Ontario’s chief medical officer warns of ‘potential outbreaks’ of measles

Ontario’s chief medical officer, Dr. Kieran Moore, has sent a memo to Ontario health and local public health agencies, expressing that there has been a “dramatic” rise in the number of measles cases globally.

In the memo sent on Tuesday, Moore warned agencies to prepare for a potential increase in measles cases after two were reported in Ontario: one in the Peel region and one in the City of Toronto.

Public Health Ontario describes Measles as “a highly contagious virus spread through coughing and sneezing that can live for up to two hours in the air.”

Some of the symptoms of measles include a cough, rash, fever and fatigue.

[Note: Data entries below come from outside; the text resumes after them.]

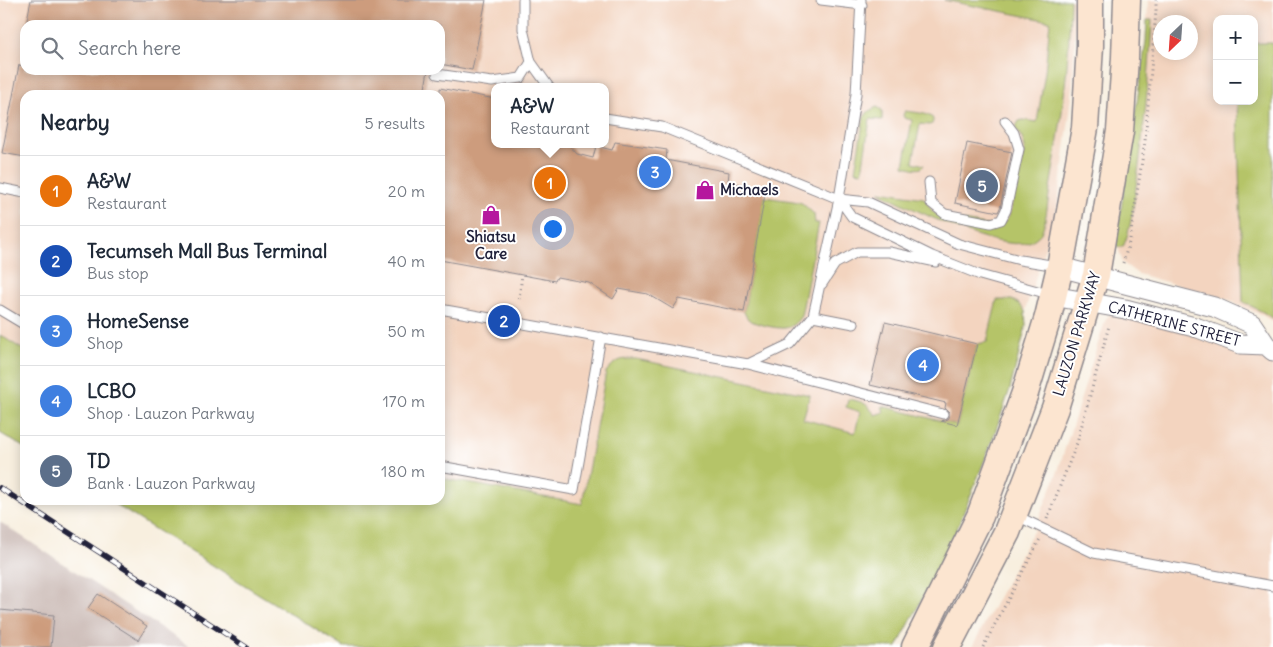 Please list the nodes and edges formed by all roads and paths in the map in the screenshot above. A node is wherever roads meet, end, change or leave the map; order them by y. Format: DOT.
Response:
graph roads {
  1 [pos="523,0"];
  2 [pos="821,0"];
  3 [pos="1090,0"];
  4 [pos="1127,0"];
  5 [pos="1156,0"];
  6 [pos="862,3"];
  7 [pos="530,62"];
  8 [pos="444,75"];
  9 [pos="545,83"];
  10 [pos="609,119"];
  11 [pos="1005,121"];
  12 [pos="929,182"];
  13 [pos="0,188"];
  14 [pos="20,192"];
  15 [pos="839,199"];
  16 [pos="1123,263"];
  17 [pos="958,267"];
  18 [pos="1060,267"];
  19 [pos="522,275"];
  20 [pos="1096,275"];
  21 [pos="819,288"];
  22 [pos="1053,296"];
  23 [pos="519,299"];
  24 [pos="1088,302"];
  25 [pos="0,310"];
  26 [pos="445,310"];
  27 [pos="813,316"];
  28 [pos="20,323"];
  29 [pos="854,324"];
  30 [pos="1109,326"];
  31 [pos="601,337"];
  32 [pos="1269,348"];
  33 [pos="748,364"];
  34 [pos="943,414"];
  35 [pos="445,467"];
  36 [pos="1014,515"];
  37 [pos="1044,529"];
  38 [pos="1273,586"];
  39 [pos="915,647"];
  40 [pos="947,647"];
  41 [pos="983,647"];
  1 -- 7 [label="lane"];
  2 -- 6 [label="lane"];
  3 -- 18 [label="main road"];
  4 -- 20 [label="main road, LAUZON PARKWAY"];
  5 -- 16 [label="path"];
  6 -- 15 [label="lane"];
  7 -- 8 [label="lane"];
  7 -- 9 [label="lane"];
  10 -- 15 [label="lane"];
  11 -- 12 [label="lane"];
  13 -- 14 [label="lane"];
  15 -- 17 [label="lane"];
  15 -- 18 [label="lane"];
  15 -- 21 [label="lane"];
  17 -- 21 [label="lane"];
  17 -- 22 [label="lane"];
  18 -- 20 [label="street, CATHERINE STREET"];
  18 -- 22 [label="main road"];
  19 -- 23 [label="path"];
  20 -- 24 [label="main road, LAUZON PARKWAY"];
  20 -- 32 [label="street, CATHERINE STREET"];
  21 -- 27 [label="lane"];
  22 -- 24 [label="street, CATHERINE STREET"];
  22 -- 39 [label="main road"];
  24 -- 32 [label="street, CATHERINE STREET"];
  24 -- 36 [label="main road, LAUZON PARKWAY"];
  25 -- 28 [label="lane"];
  26 -- 31 [label="lane"];
  27 -- 29 [label="lane"];
  27 -- 33 [label="lane"];
  30 -- 37 [label="path"];
  31 -- 33 [label="lane"];
  31 -- 35 [label="lane"];
  33 -- 34 [label="lane"];
  36 -- 37 [label="lane"];
  36 -- 40 [label="main road, LAUZON PARKWAY"];
  37 -- 38 [label="lane"];
  37 -- 41 [label="path"];
}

Moore continued in the memo by asking for all healthcare providers to ensure patients are up to date with vaccinations, to communicate that vaccines are highly effective in preventing disease transmission, and to publicize new cases as soon as possible.

While two cases are currently in the GTA, Moore says there are four total measles cases in Canada.

“While measles is no longer considered endemic in Canada, outbreaks can happen when susceptible individuals (e.g., unvaccinated) travel to and return from countries where measles is circulating,” Moore said in the memo. “Importation and resultant local transportation can, and has, led to measles outbreaks in Canada.”

An infant was hospitalized with measles in Toronto on Feb. 16, and Peel Public Health officials reported it was linked to international travel.

Infectious disease specialist Dr. Isaac Bogoch recently told CityNews that despite vaccination rates against measles above 90 per cent in most of Canada, there are weak links in the country’s defence against the disease.

Toronto Public Health says there was one case of measles in Toronto in 2022 and that the five-year average is two cases of measles a year.

“Health system partners in Ontario must be prepared for the continued importation of cases and potential outbreaks,” Moore continued in the memo.

Health officials say symptoms usually appear 10 days after exposure but can start anywhere from seven to 21 days after exposure. Symptoms generally last for one to two weeks.